In the entries below, filter for the word "Drive" and copy every matching line.
[Exercise materials — start]
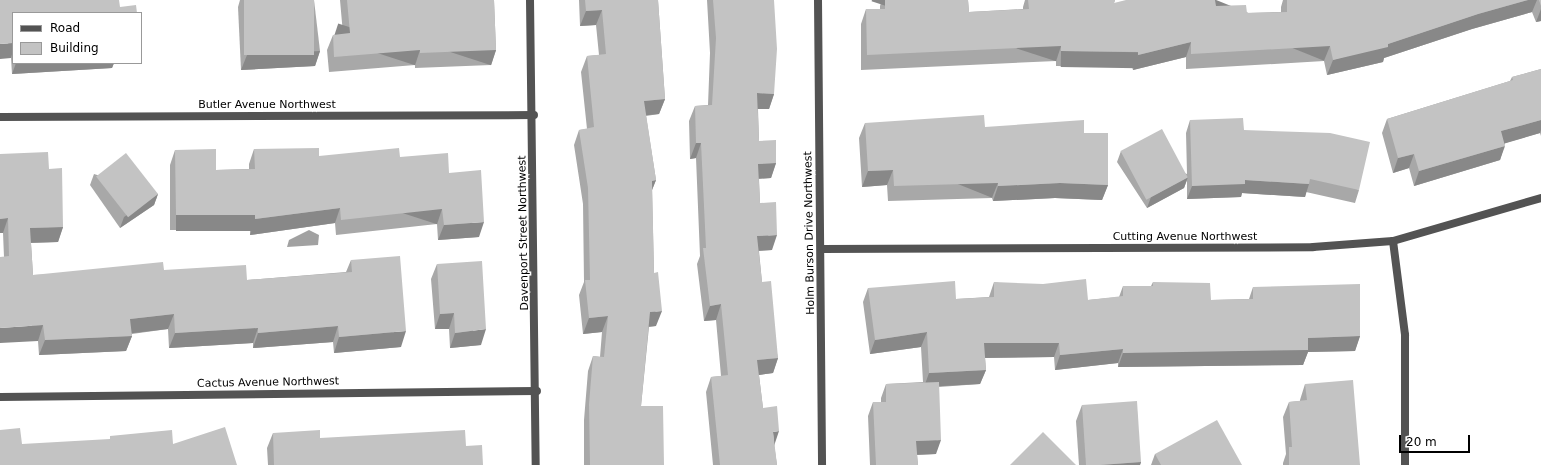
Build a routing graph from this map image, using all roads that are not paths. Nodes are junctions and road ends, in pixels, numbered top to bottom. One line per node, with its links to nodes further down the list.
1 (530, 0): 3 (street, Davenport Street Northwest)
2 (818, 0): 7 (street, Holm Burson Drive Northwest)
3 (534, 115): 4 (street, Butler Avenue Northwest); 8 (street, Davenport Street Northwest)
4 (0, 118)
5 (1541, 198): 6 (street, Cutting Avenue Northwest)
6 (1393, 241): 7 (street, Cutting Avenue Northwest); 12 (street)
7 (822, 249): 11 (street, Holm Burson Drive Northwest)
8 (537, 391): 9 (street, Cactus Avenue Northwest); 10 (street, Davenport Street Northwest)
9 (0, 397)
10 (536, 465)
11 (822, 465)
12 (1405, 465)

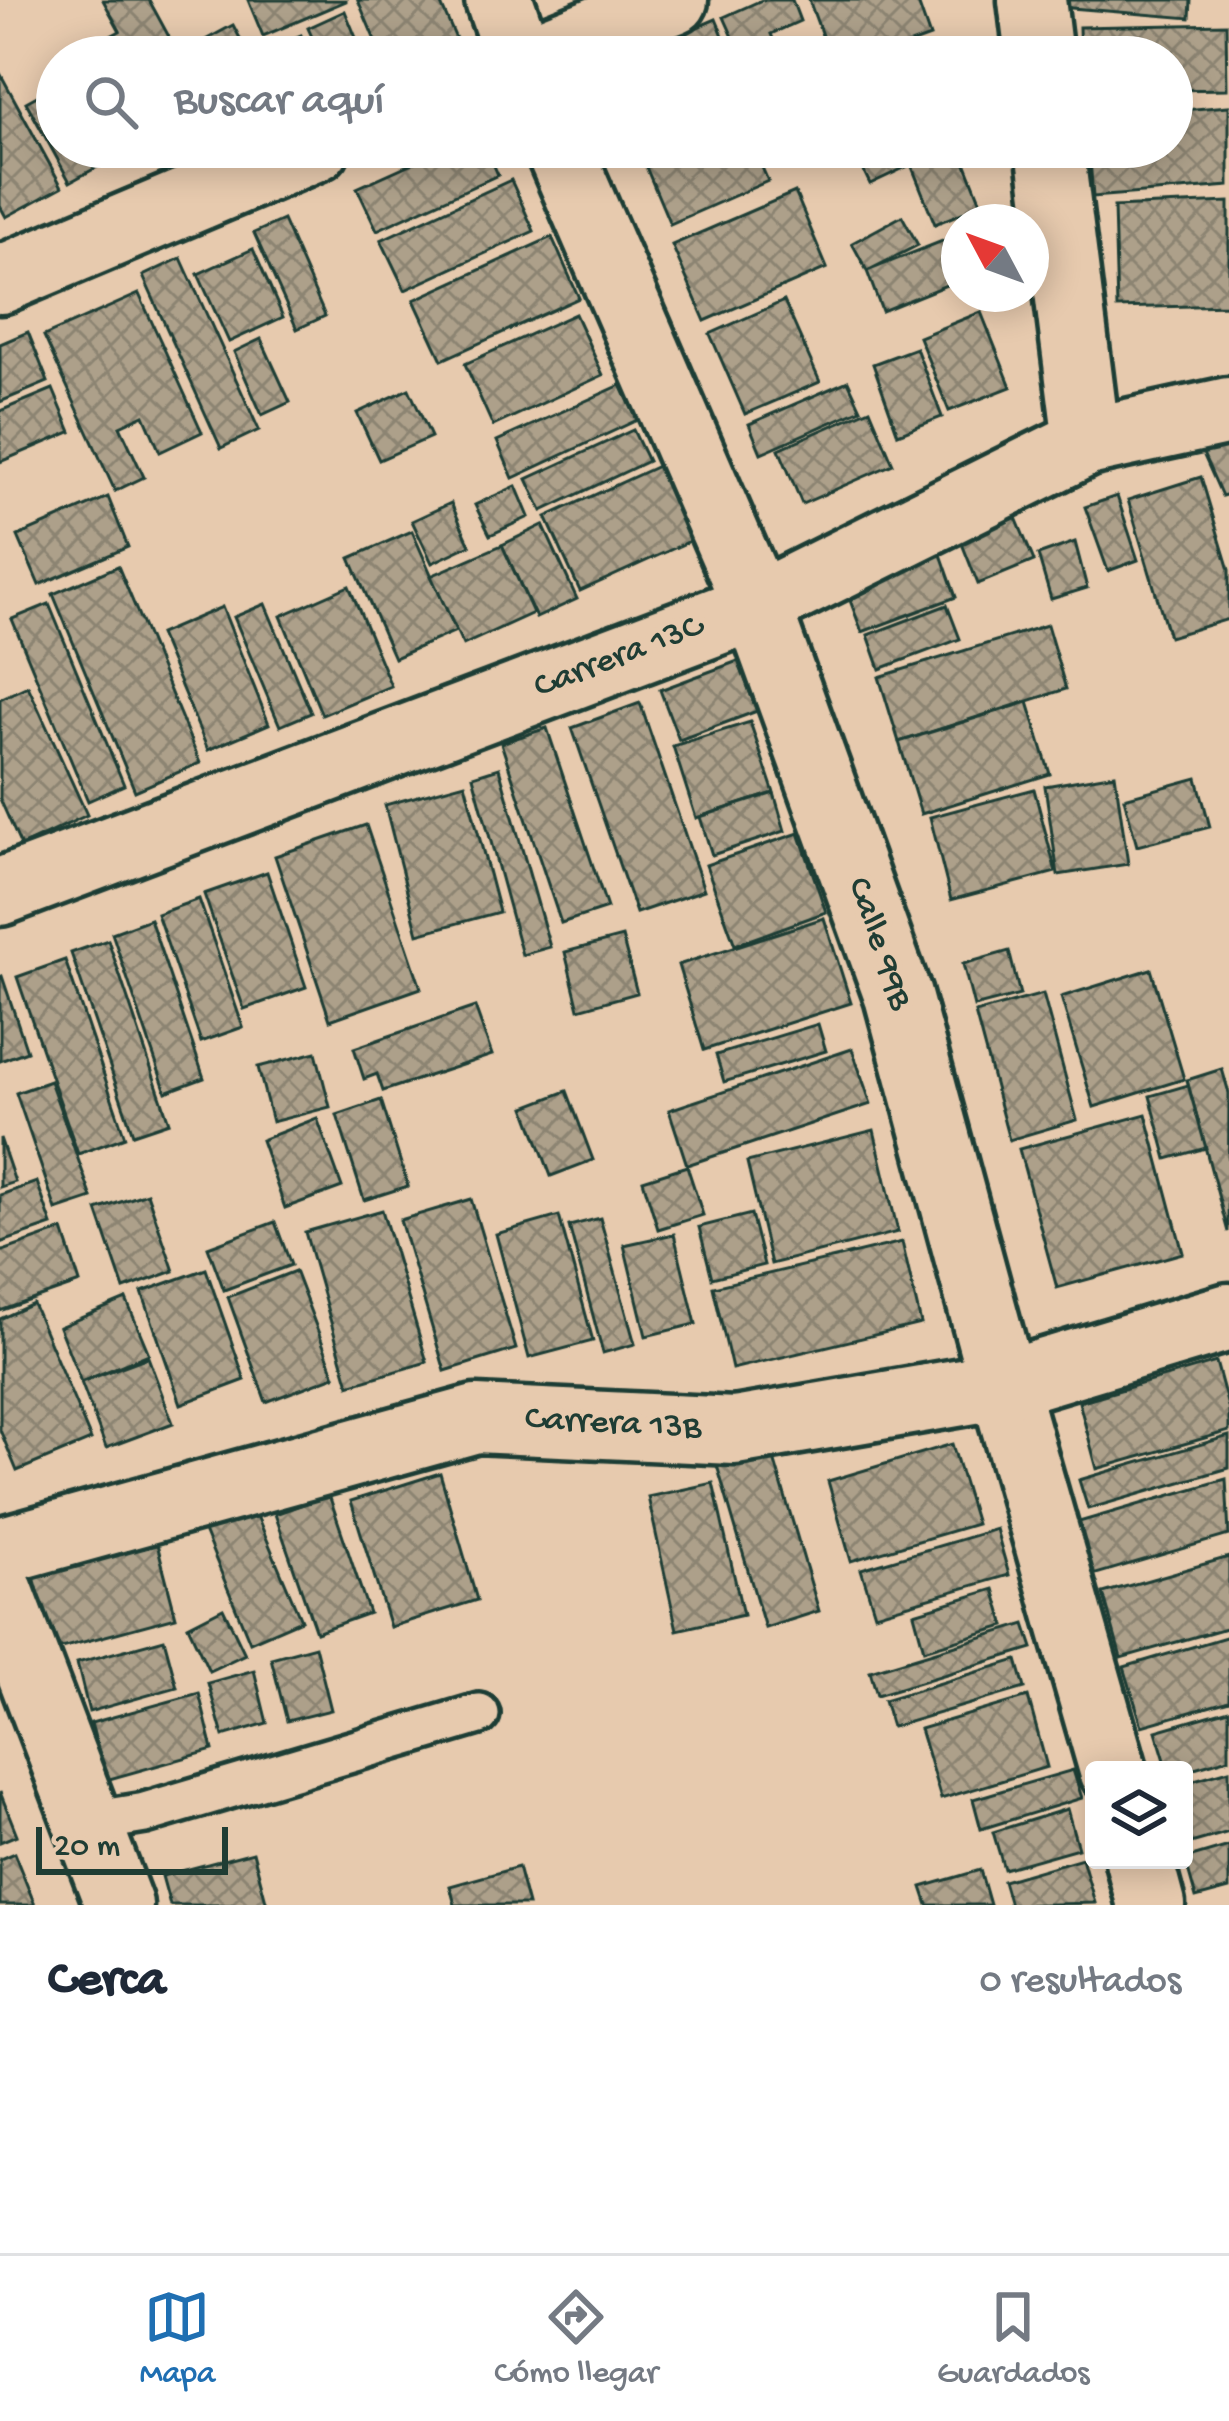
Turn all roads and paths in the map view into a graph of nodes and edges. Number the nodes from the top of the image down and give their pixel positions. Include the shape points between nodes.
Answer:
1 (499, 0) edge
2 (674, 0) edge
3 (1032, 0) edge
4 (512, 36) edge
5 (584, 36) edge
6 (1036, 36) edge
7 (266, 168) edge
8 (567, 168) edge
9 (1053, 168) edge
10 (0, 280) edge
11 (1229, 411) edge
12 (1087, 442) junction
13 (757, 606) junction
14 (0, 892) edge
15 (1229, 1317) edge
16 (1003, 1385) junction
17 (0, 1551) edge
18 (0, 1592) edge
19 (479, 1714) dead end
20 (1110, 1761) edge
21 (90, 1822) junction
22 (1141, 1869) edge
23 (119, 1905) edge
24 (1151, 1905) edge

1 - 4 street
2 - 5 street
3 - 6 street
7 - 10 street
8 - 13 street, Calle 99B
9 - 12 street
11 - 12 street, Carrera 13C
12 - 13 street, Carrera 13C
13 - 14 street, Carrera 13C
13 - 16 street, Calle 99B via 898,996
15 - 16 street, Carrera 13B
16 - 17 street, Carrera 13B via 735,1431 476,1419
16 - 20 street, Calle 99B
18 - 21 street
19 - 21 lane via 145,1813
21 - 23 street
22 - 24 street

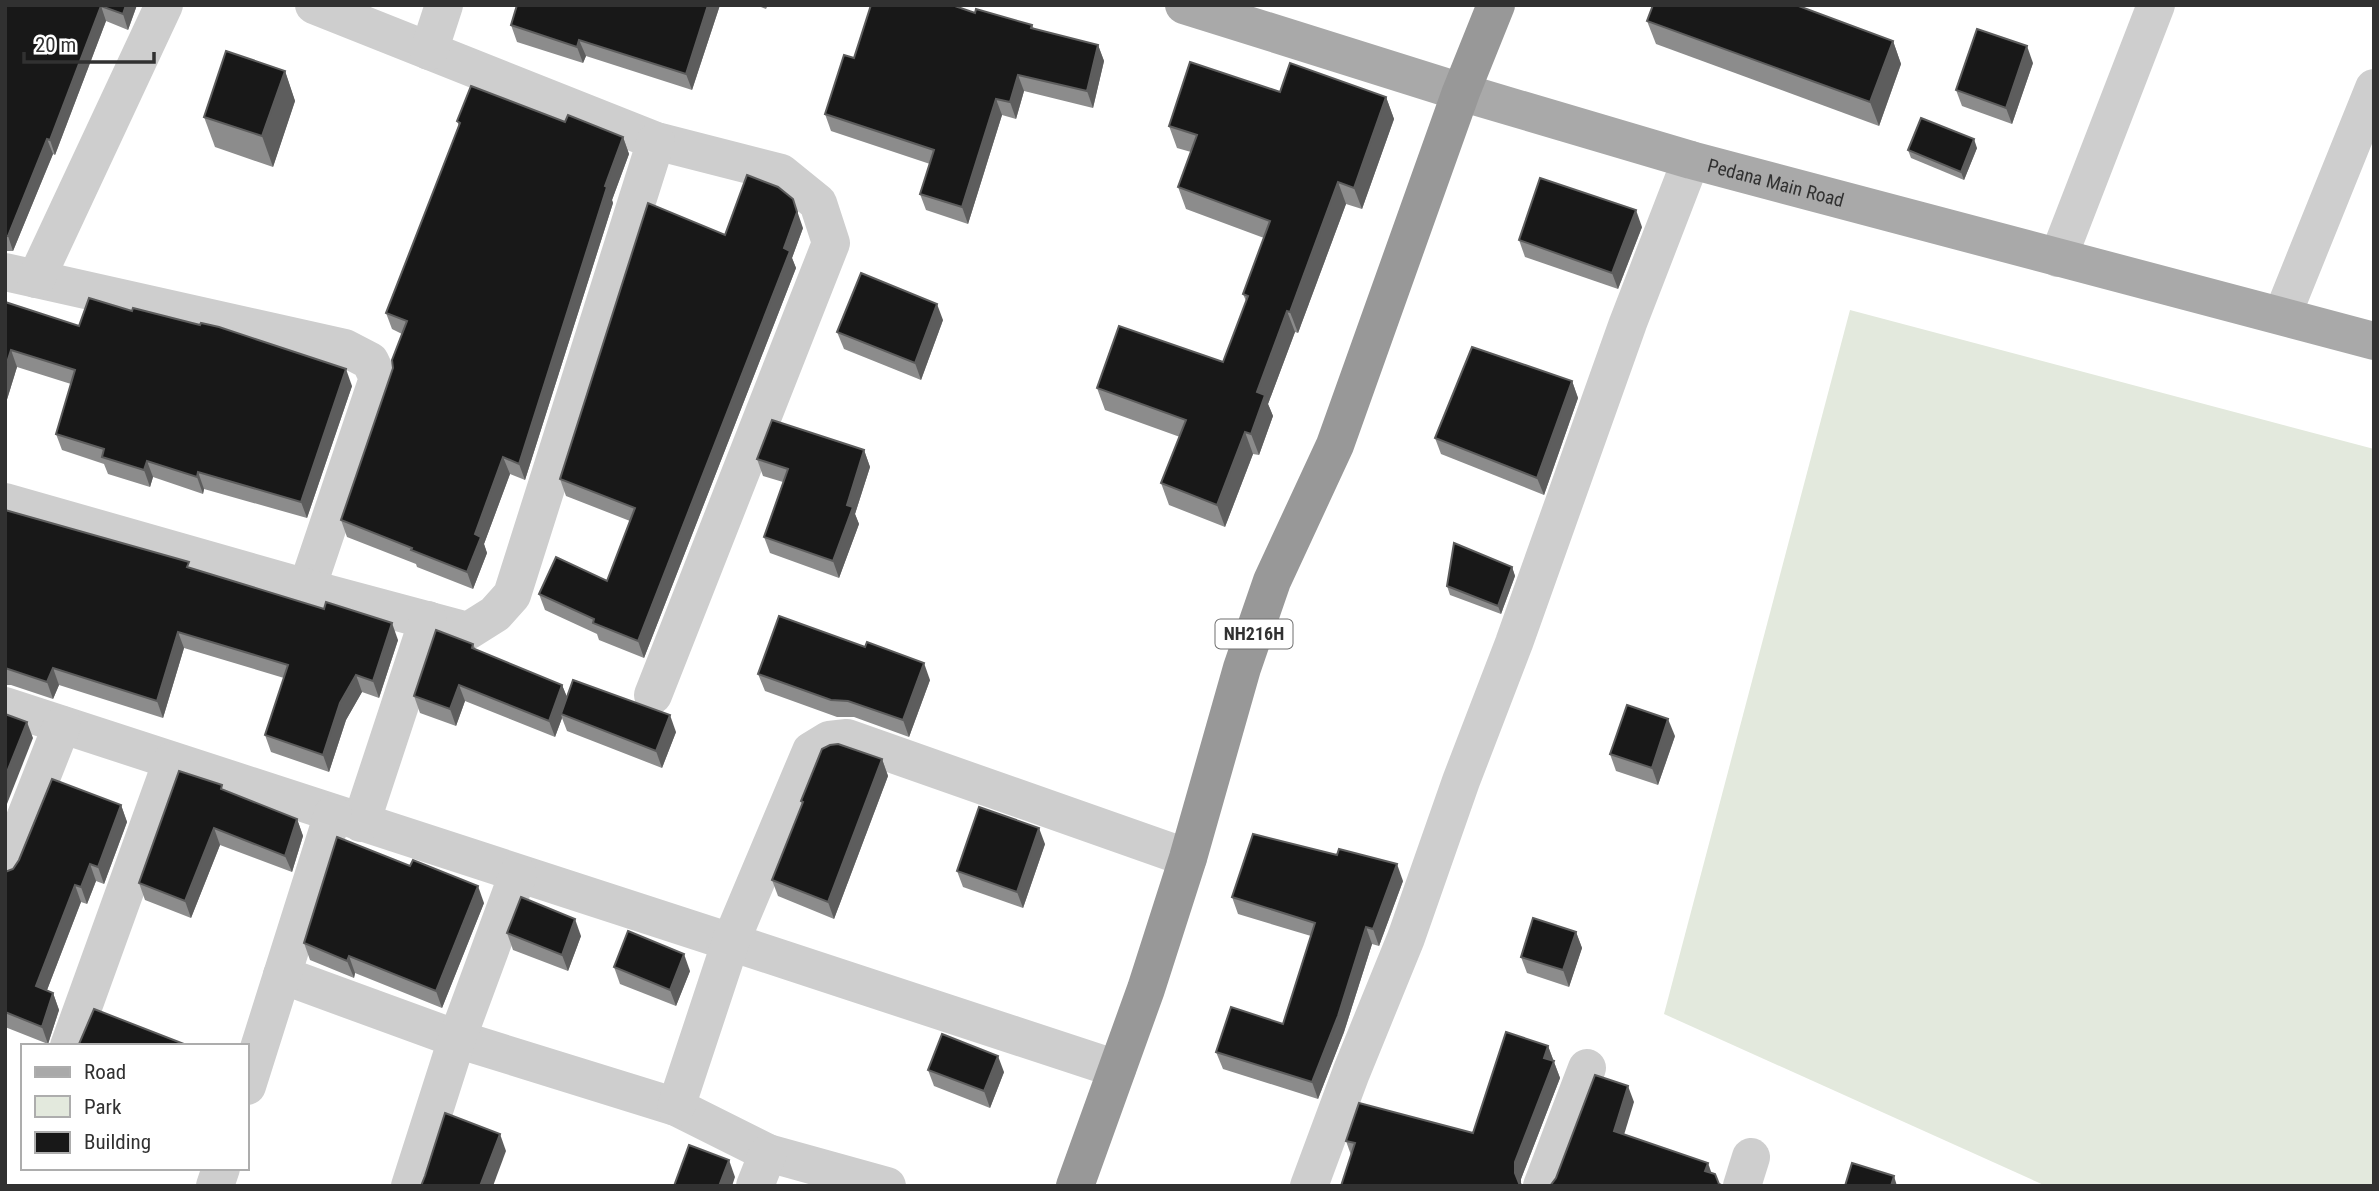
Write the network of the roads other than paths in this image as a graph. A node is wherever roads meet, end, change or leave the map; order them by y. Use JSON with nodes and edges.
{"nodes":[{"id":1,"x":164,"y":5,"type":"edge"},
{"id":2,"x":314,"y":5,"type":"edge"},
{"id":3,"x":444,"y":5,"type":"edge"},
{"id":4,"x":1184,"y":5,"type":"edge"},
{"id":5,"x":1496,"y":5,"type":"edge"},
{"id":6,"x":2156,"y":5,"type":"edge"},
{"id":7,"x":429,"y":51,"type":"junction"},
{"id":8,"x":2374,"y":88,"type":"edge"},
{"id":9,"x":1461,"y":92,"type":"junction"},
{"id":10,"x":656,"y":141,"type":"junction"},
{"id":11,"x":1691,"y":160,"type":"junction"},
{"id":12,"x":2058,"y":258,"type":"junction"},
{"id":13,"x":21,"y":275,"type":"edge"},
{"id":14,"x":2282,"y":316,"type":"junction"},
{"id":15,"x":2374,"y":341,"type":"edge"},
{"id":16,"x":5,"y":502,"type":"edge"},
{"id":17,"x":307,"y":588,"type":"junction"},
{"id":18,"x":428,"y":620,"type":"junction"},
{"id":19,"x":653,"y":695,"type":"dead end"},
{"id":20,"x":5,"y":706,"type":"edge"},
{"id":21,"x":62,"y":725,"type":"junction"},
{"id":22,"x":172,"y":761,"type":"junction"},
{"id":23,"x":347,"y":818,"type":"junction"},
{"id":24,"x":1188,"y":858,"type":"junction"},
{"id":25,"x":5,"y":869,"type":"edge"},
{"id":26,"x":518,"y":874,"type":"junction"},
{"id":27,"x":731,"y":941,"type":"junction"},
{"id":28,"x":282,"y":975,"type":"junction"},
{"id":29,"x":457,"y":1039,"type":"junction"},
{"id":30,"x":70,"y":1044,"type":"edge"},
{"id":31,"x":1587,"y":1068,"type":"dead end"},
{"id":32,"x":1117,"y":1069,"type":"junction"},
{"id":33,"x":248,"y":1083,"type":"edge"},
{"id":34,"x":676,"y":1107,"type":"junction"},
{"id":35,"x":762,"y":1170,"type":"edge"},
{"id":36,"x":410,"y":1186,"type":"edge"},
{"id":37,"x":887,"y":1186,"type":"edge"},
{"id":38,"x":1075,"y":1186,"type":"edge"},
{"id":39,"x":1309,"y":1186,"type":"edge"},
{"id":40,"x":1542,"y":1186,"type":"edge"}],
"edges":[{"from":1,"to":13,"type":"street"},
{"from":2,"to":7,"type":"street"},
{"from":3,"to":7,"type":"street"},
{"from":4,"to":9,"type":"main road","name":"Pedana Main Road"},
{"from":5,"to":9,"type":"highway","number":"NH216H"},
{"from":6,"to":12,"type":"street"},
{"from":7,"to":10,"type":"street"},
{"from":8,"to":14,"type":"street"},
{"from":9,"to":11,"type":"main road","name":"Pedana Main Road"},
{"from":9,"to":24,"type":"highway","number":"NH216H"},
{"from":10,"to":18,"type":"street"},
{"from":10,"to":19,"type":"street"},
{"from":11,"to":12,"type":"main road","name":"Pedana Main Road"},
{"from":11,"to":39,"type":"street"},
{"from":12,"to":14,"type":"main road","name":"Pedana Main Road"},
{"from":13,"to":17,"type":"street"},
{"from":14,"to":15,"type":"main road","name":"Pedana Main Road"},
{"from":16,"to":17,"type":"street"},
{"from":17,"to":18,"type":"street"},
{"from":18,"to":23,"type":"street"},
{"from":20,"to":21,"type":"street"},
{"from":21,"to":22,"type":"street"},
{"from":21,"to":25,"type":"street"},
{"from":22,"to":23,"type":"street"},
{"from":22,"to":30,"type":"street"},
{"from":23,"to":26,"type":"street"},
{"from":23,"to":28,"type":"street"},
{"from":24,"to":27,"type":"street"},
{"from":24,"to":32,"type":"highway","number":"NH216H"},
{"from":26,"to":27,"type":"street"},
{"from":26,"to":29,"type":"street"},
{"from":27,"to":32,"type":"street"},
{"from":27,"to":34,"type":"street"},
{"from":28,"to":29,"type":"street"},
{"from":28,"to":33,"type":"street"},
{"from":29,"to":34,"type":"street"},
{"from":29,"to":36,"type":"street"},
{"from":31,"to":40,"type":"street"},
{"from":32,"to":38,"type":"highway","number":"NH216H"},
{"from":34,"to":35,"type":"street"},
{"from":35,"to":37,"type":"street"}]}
[Exercise materials — finish]
> Written response:
2 (818, 0): 7 (street, Holm Burson Drive Northwest)
7 (822, 249): 11 (street, Holm Burson Drive Northwest)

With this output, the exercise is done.